I probably should have typed that differently. I usually do 1 overall covering as best I can, then 2 touch up applications as needed. I do small sections at a time, then cover them with dried peat. Sometimes the peat covers sections of foam and then I have to redo those sections later.

Its kind of dissapointing to see my tanks go, but hopefully I can continue to get updated pictures from customers down the road. I think this one will look amazing within 6 months even if minimal care is given.


----------



## tnwalkers (Jul 15, 2012)

hey grimm,
any chance of an update yet?


----------



## NM Crawler (Jan 23, 2012)

X2 on the update, would love to see how it filled in!


----------



## NickMan (Apr 1, 2007)

Very nice work, you are a true inspiration for me and countless others. 

Are you still doing builds?

Did the owner ever send any update pics?

Thanks!


----------



## GRIMM (Jan 18, 2010)

NickMan said:


> Very nice work, you are a true inspiration for me and countless others.
> 
> Are you still doing builds?
> 
> ...


No, he never did for some reason. I've since lost his number after breaking my old phone.
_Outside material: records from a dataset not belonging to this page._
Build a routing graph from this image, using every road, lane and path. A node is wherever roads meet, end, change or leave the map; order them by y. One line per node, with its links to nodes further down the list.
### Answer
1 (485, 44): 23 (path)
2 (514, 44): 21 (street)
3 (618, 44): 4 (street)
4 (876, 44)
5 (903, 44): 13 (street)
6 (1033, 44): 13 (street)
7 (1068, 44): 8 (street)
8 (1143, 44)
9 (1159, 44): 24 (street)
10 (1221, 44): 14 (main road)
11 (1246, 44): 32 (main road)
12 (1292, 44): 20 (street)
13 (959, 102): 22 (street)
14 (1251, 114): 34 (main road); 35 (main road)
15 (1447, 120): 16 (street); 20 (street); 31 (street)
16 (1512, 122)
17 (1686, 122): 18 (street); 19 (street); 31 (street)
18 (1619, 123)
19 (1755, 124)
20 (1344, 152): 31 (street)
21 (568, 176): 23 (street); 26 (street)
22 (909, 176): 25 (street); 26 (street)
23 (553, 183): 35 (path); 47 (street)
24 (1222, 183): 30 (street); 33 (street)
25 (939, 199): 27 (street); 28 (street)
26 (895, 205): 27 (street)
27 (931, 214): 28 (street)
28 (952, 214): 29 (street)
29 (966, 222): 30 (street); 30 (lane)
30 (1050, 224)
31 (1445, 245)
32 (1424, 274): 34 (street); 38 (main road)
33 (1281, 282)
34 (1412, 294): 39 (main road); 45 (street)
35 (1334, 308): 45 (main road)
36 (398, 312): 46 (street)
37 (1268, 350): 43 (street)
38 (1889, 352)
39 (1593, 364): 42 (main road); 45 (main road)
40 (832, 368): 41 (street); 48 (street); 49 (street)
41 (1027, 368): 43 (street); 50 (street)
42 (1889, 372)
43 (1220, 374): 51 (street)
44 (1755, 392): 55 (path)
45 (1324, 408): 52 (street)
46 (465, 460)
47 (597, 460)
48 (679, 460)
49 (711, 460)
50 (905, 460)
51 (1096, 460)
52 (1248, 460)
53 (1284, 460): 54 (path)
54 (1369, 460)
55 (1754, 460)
And unfortunately no, I haven't built a tank for a long time. I now spend all my time, effort, and money on my new hobby that I am even more passionate about. Landscape photography. I find it less stressful then building tanks also, but maybe someday I will build another huge sucker once I have a bigger, more permanent address 

Justin Grimm Photography


----------



## rigel10 (Jun 1, 2012)

It is a pity, because your vivs are wonderful as your photos.


----------



## atticus22 (Mar 20, 2011)

Love this!


----------



## bruhmelioid (Jun 14, 2014)

That's a great looking tank! I love the idea of naming tanks made for people, as chances are, they will most always have the same "look" going on if maintained properly. I'd like to see what this one grew into!


----------